One of the last scriptures she recited to me that I remember clearly was Psalm 102:12 –But You, Lord, remain forever, and Your name remains to all generations. (Ok you invited a theologian to address the internment!)

In Hebrew, this is יְהֹוָה לְעוֹלָם, you might recognize it even if you don’t know much Hebrew. David uses the personal name of God, יְהֹוָה , not the word “Lord.” I think at some point Audrey discovered this. It was a very personal verse, not a title but the very NAME of God, YHWH. But the psalmist goes on to say your “name” remains forever. You have probably heard that traditional Jews that don’t pronounce God’s name and often use the term Ha-Shem as a spoken substitute for YHVH which means “the name” in English… but here that isn’t the word that is used for “name.” Instead, the Hebrew word  zēker is used which I find strangely interesting. In Hebrew singular words often tell a plethora of things… this is a sort of remez, or retelling of many things in a simple word or statement, it was idiomatic. The word means, “think (about), meditate (upon), pay attention (to); remember, recollect; mention, declare, recite, proclaim, invoke, commemorate, accuse, confess.2

I imagine if I could go back to that moment with Audrey many years ago when she shared this verse with my young boys that she knew what this verse embodied because she lived it. This verse is God’s declaration. It is the vocational calling and identity that we have in Him and Audrey lived that out and made it known impressing on me at an early age to live this way and later doing the same for my boys.

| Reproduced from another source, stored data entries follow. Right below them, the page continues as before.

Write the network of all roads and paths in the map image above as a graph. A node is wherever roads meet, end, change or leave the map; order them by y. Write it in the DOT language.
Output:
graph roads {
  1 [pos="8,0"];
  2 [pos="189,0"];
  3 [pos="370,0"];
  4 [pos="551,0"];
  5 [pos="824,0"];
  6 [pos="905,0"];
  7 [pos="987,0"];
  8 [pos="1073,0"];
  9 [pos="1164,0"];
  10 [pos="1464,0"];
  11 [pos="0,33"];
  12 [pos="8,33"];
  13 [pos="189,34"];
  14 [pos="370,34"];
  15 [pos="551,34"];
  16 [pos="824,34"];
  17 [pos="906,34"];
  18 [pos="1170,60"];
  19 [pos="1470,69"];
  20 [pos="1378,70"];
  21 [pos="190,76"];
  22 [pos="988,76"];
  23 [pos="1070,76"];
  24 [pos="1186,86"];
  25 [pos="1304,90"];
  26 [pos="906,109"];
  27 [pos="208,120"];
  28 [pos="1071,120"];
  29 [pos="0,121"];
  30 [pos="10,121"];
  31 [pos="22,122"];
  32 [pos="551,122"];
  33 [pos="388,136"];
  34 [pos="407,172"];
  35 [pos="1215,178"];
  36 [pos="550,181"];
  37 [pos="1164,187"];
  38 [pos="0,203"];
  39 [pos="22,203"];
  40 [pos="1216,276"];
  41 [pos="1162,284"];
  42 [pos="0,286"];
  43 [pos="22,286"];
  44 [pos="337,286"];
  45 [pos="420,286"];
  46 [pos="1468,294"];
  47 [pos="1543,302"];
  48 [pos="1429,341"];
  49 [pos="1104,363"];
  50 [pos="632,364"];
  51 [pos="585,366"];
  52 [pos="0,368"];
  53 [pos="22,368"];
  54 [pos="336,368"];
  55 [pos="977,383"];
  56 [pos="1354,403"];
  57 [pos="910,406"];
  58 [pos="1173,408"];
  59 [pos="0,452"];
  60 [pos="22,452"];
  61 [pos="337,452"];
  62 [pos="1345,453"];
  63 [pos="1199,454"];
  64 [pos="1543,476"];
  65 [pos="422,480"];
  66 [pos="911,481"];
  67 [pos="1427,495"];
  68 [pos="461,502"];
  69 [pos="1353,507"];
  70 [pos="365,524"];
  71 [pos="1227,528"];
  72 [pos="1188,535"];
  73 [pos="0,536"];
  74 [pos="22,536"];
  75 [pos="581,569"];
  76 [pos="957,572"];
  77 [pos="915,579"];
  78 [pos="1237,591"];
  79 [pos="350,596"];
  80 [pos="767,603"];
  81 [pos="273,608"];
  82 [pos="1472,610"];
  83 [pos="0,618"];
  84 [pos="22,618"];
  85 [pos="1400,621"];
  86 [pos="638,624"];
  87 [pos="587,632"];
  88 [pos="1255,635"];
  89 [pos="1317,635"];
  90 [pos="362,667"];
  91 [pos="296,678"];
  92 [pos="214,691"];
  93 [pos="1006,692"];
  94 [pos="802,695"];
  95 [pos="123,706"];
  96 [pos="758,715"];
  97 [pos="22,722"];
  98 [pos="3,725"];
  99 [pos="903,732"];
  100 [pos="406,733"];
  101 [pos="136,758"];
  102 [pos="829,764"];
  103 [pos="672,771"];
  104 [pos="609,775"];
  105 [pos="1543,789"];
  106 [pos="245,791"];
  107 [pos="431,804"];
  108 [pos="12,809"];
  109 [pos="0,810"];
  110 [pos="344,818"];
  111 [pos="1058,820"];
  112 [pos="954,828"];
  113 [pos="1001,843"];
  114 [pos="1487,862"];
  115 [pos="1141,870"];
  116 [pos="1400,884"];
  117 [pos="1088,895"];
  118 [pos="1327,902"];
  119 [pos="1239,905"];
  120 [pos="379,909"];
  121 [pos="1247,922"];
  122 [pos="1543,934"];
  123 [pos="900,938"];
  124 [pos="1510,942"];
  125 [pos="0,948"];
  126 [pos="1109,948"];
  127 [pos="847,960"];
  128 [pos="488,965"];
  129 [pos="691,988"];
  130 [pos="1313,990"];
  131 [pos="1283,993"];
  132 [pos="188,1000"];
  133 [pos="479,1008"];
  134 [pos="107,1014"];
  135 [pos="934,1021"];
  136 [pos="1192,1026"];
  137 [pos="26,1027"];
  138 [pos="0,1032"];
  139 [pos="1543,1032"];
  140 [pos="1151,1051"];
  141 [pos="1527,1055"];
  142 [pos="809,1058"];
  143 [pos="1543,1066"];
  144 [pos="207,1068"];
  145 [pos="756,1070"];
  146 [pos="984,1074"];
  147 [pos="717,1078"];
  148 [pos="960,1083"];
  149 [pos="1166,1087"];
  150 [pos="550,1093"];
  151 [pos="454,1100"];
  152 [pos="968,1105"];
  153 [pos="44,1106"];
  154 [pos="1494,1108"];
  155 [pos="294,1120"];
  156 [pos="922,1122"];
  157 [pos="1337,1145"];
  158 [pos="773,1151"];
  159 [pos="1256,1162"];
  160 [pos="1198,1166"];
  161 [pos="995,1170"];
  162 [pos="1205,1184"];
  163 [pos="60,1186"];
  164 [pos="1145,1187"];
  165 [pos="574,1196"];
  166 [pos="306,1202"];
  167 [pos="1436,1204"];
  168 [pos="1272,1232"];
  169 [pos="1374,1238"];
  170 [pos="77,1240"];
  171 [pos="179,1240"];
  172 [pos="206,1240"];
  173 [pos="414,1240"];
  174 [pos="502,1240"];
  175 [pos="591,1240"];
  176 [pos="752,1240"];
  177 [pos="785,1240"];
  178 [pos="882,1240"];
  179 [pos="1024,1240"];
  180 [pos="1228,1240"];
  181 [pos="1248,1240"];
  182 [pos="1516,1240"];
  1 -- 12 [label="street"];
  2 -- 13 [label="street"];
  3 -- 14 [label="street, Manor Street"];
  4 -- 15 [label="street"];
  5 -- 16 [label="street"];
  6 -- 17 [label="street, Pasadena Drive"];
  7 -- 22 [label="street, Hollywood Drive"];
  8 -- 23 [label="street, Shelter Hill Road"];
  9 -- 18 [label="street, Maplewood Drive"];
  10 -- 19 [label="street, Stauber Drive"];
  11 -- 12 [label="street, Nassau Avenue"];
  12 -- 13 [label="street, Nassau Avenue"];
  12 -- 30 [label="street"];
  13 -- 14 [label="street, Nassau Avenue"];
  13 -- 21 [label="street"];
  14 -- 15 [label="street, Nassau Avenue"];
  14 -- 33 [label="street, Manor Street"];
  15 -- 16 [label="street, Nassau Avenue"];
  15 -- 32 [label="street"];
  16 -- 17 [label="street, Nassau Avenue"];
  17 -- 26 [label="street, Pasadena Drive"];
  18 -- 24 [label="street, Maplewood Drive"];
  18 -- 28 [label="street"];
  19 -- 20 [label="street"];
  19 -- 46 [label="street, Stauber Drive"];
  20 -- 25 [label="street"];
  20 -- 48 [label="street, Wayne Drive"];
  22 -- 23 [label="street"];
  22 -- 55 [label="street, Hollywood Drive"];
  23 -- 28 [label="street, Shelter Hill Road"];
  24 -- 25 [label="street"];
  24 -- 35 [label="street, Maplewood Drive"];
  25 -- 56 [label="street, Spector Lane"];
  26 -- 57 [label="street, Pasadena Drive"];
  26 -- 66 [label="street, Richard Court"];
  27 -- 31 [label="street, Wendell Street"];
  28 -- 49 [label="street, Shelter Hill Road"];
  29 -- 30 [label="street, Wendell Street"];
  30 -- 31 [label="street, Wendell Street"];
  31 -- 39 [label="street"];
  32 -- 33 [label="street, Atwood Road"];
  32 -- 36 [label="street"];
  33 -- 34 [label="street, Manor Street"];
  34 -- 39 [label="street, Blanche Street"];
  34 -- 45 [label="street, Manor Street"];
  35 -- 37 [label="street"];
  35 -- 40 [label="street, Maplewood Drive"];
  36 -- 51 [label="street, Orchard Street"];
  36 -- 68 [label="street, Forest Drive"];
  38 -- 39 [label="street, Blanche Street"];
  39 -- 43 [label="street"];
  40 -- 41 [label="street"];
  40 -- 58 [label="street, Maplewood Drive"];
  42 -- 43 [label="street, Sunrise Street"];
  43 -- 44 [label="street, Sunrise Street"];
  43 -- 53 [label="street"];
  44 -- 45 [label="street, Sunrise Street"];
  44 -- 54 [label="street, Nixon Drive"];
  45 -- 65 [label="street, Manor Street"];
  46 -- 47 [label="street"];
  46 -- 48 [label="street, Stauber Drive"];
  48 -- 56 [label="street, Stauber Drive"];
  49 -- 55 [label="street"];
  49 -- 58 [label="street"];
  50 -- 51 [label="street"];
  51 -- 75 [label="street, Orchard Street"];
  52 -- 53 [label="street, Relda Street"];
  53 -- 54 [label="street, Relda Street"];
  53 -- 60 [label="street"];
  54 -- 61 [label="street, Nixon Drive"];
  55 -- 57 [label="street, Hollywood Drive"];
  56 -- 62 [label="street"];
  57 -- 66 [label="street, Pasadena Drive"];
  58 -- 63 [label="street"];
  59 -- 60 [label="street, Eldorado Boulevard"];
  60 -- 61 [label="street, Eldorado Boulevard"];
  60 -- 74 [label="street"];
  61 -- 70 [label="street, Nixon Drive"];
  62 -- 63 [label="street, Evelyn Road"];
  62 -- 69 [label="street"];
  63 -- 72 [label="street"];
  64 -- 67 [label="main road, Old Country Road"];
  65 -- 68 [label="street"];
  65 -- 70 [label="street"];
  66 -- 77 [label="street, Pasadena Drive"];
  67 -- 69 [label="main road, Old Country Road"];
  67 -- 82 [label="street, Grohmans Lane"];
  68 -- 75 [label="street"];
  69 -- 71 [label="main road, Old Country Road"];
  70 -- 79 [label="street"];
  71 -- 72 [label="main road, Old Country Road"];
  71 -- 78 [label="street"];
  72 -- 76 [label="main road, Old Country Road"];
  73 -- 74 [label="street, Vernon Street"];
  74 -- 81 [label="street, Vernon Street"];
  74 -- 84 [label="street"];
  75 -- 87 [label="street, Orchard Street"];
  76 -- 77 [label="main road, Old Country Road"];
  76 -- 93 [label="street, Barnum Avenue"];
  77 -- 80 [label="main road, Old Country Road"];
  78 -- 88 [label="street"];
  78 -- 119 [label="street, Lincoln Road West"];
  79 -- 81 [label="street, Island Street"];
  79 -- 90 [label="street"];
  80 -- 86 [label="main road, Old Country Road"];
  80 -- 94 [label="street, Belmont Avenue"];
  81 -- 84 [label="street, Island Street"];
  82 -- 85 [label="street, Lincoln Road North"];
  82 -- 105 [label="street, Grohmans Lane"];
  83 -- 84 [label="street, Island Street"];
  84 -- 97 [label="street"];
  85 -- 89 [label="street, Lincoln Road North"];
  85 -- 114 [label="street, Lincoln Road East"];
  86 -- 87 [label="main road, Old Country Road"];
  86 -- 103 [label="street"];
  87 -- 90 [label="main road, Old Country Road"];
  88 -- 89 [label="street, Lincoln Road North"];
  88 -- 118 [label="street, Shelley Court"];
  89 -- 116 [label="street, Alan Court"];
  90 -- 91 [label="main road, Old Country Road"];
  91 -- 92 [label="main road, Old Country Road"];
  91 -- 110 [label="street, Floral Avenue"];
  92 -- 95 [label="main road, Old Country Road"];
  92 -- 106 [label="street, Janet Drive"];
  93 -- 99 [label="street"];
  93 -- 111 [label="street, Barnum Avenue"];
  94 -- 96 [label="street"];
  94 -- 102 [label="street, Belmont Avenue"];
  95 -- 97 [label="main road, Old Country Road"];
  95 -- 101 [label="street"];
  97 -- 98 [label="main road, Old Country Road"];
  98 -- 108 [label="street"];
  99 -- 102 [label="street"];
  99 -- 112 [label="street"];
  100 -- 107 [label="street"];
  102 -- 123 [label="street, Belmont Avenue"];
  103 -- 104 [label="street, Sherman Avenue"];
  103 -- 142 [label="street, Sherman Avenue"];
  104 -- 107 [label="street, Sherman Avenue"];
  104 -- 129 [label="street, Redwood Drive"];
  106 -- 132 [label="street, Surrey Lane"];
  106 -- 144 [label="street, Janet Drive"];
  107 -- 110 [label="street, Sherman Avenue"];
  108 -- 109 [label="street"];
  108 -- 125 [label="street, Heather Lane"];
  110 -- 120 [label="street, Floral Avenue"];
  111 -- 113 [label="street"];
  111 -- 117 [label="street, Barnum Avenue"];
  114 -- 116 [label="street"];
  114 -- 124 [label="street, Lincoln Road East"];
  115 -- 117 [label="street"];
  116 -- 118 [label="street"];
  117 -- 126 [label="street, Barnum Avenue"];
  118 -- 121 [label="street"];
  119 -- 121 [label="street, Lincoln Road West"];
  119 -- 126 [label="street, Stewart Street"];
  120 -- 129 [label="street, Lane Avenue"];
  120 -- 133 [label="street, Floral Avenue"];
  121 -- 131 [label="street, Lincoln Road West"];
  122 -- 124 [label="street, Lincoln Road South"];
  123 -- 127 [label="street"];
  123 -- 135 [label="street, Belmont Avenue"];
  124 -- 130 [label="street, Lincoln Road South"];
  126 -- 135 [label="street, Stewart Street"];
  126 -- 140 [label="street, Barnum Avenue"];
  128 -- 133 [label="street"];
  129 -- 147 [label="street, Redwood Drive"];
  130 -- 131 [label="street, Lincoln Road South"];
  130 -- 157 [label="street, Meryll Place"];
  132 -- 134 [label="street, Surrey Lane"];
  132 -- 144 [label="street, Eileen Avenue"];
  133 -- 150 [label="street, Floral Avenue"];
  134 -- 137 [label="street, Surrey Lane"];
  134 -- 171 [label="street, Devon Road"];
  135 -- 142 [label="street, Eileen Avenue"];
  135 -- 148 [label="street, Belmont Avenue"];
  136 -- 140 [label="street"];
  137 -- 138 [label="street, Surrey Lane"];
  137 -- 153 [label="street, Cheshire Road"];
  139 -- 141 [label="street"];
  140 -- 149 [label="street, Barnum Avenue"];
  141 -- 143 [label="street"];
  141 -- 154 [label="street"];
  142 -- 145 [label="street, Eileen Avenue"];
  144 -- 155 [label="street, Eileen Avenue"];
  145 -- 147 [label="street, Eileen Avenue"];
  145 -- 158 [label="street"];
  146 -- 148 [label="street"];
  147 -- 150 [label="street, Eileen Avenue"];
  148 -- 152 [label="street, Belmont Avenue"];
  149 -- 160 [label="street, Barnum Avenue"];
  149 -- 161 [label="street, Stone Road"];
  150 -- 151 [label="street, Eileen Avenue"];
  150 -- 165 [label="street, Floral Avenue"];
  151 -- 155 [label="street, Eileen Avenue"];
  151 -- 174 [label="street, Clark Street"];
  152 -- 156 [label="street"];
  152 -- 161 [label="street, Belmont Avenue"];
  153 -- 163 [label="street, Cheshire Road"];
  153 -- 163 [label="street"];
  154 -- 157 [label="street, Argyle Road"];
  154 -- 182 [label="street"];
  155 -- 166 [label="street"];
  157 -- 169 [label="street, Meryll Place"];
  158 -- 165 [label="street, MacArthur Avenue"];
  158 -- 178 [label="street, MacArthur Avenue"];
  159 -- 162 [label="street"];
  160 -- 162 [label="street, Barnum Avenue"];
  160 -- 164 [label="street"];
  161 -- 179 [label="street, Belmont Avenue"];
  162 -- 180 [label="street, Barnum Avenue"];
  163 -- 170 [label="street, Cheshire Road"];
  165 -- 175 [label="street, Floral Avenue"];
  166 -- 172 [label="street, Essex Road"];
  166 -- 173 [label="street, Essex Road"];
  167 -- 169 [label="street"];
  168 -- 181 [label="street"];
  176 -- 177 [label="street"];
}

It’s not the letters YHVH that remain forever.  It’s the remembrance of who He is.  Heschel used to say, “to believe is to remember.”3

One more thing, did you ever notice that “remains to all generations” is in italics? What do you think that means?  In Hebrew it reads:  תֵּשֵב וְזִכְרְךָ לְדֹר וָדֹר׃  (Te-Shev Ve-Zikh-Re-Kha Le-Dor Va-Dor). You will notice the literary rhythmic pattern, the connecting genre of the wisdom and poetic texts.

Te-Shev is the verb “abide” – “You, YHVH, abide [remain].”  But the verb yāšab is more controversial and therefore stumbles in translation, it sometimes is read as “dwell” but here I will challenge (and Robert Alter4 would agree) means “to be enthroned.”  “You, YHVH, are forever enthroned.” 

The NASB then translates “To all generations,” (the word “all” isn’t technically in the text.) 

So here is the thing, the “name” of God, that is, His remembrance, depends on the generations of men or should I even say women. Today this has largely become lost. Do you see the implication?

The verse implies that we need someone to do the praising, remembering, and worshipping—someone alive!  “If I die,” implies the psalmist, “Your glory will be diminished because I won’t be there to praise You.” The Psalmist sees their part in the covenant partnership and so did Audrey. She knew that she needed to live it out and insist on such a way of devotional living. You didn’t play cards in Grandmas house, and you better remember to pray before you eat. Are you following me? God’s faithfulness spans the generations for those that are devout.  for Audrey it was YHWH, “You are worthy of all praise.  Let me partner with that notion.” And that is what she prayed for her grandsons and for us. Today we honor her by doing just that.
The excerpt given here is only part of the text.